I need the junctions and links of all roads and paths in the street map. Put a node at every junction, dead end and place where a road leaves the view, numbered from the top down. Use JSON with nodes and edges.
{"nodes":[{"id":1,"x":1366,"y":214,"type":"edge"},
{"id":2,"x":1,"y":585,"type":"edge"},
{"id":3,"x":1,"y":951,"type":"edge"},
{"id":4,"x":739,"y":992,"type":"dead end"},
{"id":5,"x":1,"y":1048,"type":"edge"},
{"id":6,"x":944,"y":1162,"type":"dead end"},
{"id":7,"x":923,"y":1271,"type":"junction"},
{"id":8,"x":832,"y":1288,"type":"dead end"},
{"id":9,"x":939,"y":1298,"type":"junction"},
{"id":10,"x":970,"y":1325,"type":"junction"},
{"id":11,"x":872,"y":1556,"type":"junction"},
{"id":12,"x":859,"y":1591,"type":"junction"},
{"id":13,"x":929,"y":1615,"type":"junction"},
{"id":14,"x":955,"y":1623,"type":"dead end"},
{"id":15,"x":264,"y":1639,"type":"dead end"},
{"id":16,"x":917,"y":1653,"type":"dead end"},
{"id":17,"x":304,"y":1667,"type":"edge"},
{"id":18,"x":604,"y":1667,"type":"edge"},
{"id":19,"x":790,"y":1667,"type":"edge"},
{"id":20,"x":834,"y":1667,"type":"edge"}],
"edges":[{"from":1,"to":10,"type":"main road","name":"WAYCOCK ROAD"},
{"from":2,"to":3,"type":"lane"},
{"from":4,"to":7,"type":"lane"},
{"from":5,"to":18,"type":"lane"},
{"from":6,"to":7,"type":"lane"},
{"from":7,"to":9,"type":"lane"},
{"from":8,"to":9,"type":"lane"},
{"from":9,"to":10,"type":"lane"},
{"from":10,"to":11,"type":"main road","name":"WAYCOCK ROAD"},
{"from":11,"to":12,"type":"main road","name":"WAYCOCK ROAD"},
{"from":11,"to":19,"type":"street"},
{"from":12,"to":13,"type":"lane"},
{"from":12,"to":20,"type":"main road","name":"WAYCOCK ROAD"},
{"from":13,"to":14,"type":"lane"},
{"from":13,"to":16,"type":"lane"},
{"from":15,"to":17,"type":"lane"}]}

**********

# [PROBLEM REQUIREMENTS]
Repeat each line above exactly as it stands.

# [WRITTEN RESPONSE]
I need the junctions and links of all roads and paths in the street map. Put a node at every junction, dead end and place where a road leaves the view, numbered from the top down. Use JSON with nodes and edges.
{"nodes":[{"id":1,"x":1366,"y":214,"type":"edge"},
{"id":2,"x":1,"y":585,"type":"edge"},
{"id":3,"x":1,"y":951,"type":"edge"},
{"id":4,"x":739,"y":992,"type":"dead end"},
{"id":5,"x":1,"y":1048,"type":"edge"},
{"id":6,"x":944,"y":1162,"type":"dead end"},
{"id":7,"x":923,"y":1271,"type":"junction"},
{"id":8,"x":832,"y":1288,"type":"dead end"},
{"id":9,"x":939,"y":1298,"type":"junction"},
{"id":10,"x":970,"y":1325,"type":"junction"},
{"id":11,"x":872,"y":1556,"type":"junction"},
{"id":12,"x":859,"y":1591,"type":"junction"},
{"id":13,"x":929,"y":1615,"type":"junction"},
{"id":14,"x":955,"y":1623,"type":"dead end"},
{"id":15,"x":264,"y":1639,"type":"dead end"},
{"id":16,"x":917,"y":1653,"type":"dead end"},
{"id":17,"x":304,"y":1667,"type":"edge"},
{"id":18,"x":604,"y":1667,"type":"edge"},
{"id":19,"x":790,"y":1667,"type":"edge"},
{"id":20,"x":834,"y":1667,"type":"edge"}],
"edges":[{"from":1,"to":10,"type":"main road","name":"WAYCOCK ROAD"},
{"from":2,"to":3,"type":"lane"},
{"from":4,"to":7,"type":"lane"},
{"from":5,"to":18,"type":"lane"},
{"from":6,"to":7,"type":"lane"},
{"from":7,"to":9,"type":"lane"},
{"from":8,"to":9,"type":"lane"},
{"from":9,"to":10,"type":"lane"},
{"from":10,"to":11,"type":"main road","name":"WAYCOCK ROAD"},
{"from":11,"to":12,"type":"main road","name":"WAYCOCK ROAD"},
{"from":11,"to":19,"type":"street"},
{"from":12,"to":13,"type":"lane"},
{"from":12,"to":20,"type":"main road","name":"WAYCOCK ROAD"},
{"from":13,"to":14,"type":"lane"},
{"from":13,"to":16,"type":"lane"},
{"from":15,"to":17,"type":"lane"}]}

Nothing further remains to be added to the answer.